── EXTRACTED RECORDS

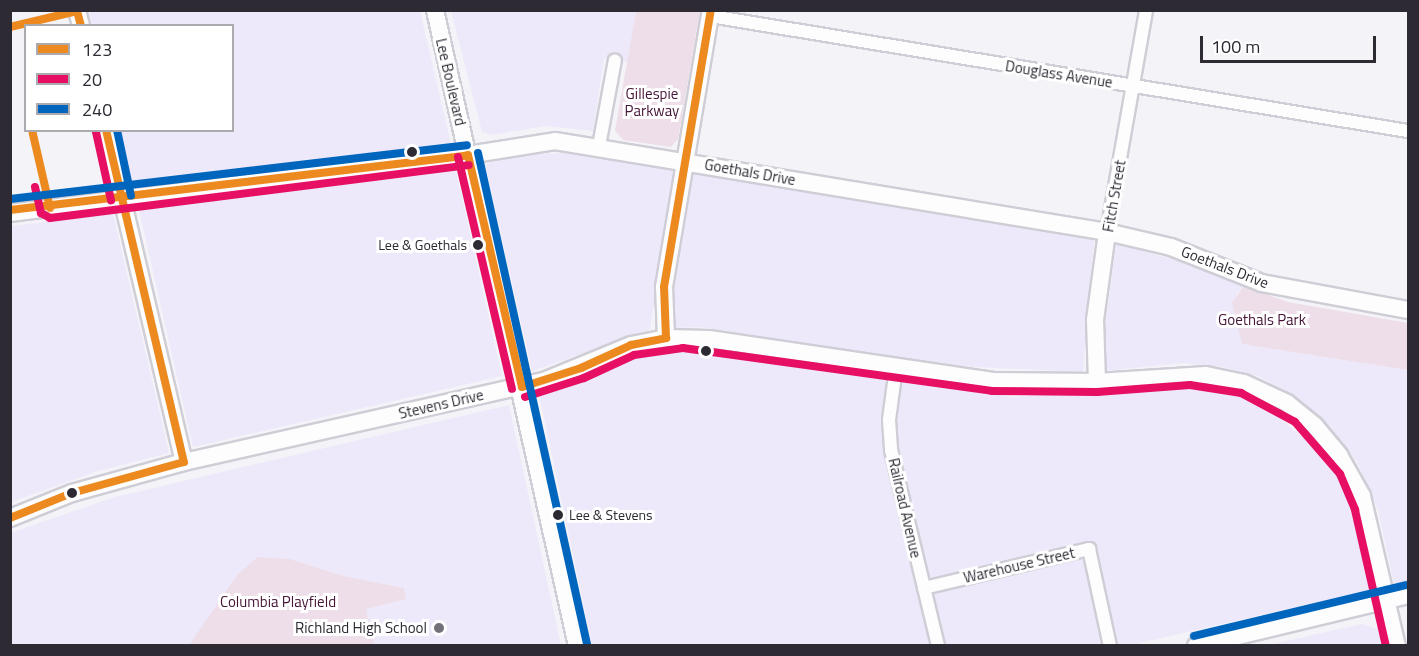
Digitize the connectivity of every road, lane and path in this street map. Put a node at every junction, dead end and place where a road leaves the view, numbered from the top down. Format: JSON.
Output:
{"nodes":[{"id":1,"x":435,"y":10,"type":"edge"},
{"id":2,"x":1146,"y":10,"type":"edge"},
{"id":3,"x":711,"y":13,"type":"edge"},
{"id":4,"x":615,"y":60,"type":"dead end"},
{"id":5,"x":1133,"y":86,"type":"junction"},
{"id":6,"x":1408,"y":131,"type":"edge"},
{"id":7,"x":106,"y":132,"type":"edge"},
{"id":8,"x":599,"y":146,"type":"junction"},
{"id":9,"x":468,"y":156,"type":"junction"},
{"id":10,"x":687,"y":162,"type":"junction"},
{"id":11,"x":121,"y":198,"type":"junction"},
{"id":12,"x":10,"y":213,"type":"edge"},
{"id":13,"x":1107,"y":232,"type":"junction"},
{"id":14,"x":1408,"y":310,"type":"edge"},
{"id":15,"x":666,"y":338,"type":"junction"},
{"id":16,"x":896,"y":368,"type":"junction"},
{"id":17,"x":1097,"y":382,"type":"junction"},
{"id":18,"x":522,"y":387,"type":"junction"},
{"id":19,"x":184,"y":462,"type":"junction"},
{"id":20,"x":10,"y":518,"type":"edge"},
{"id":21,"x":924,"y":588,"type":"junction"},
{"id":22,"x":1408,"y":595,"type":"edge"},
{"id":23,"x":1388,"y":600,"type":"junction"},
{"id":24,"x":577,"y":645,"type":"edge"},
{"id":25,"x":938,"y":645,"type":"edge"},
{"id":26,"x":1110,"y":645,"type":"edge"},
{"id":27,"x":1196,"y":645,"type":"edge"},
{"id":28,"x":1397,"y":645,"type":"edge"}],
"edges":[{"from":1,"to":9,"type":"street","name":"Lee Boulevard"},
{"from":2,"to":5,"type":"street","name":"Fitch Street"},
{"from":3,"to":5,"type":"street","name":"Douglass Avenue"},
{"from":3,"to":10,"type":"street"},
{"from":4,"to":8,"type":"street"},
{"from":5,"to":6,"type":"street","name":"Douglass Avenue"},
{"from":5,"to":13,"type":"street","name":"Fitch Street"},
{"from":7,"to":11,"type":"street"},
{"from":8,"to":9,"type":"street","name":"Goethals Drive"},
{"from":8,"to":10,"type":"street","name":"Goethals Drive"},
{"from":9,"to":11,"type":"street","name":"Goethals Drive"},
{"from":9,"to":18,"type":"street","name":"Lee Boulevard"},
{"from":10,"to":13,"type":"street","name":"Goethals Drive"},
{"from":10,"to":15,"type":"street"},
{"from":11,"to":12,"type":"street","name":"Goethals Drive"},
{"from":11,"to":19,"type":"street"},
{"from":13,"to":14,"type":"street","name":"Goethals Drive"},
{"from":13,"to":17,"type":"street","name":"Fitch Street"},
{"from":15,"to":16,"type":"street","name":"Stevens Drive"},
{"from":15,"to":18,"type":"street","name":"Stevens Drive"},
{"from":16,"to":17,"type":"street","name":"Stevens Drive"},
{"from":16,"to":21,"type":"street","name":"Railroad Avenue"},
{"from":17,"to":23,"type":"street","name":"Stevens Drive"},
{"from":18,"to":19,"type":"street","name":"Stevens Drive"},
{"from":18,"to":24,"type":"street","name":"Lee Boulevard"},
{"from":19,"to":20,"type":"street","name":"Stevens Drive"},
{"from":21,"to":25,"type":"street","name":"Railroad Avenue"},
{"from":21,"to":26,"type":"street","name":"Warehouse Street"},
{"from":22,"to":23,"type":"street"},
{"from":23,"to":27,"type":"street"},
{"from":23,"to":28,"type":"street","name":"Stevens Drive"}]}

────
── EXTRACTED RECORDS

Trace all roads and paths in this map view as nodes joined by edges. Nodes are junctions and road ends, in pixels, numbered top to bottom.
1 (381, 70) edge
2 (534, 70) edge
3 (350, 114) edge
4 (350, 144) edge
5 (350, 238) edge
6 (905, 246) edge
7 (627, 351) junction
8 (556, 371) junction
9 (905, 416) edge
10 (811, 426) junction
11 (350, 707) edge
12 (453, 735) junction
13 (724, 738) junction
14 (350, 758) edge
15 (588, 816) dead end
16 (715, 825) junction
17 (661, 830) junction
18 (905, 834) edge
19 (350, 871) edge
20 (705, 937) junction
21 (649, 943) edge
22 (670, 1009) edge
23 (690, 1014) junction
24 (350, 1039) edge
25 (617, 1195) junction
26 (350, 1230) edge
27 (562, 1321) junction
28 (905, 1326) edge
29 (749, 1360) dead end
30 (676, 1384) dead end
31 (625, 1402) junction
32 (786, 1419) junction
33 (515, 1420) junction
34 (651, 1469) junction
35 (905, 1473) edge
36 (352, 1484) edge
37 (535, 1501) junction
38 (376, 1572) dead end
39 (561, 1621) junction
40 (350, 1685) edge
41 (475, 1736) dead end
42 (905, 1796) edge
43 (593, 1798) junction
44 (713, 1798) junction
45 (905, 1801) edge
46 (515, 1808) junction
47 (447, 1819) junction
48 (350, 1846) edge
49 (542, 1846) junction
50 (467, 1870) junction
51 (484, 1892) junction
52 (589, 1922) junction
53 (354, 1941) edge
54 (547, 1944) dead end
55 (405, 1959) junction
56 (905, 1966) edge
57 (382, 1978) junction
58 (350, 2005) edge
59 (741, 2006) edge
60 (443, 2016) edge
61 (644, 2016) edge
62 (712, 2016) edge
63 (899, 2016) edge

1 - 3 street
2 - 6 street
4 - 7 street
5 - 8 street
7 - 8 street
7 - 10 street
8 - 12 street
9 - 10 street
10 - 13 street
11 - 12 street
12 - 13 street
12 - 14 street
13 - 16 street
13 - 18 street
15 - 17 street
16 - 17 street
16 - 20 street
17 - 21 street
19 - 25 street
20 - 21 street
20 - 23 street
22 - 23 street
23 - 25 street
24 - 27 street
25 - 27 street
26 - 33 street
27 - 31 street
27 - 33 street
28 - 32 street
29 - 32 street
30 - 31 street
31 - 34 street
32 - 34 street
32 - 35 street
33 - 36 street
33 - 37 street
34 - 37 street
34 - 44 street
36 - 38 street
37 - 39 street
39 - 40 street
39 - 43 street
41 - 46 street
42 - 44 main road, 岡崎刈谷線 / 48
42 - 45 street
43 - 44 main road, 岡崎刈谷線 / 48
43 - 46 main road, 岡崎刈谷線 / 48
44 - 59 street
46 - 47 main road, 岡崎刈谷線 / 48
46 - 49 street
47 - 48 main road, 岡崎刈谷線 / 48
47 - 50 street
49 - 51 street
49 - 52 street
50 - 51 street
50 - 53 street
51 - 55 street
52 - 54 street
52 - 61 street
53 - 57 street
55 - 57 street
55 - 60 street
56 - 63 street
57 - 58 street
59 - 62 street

────

# ACTION ITEM:
Say how many lines in the records hold the word "Boulevard", giving the number by itself.

# SOLUTION BELOW:
3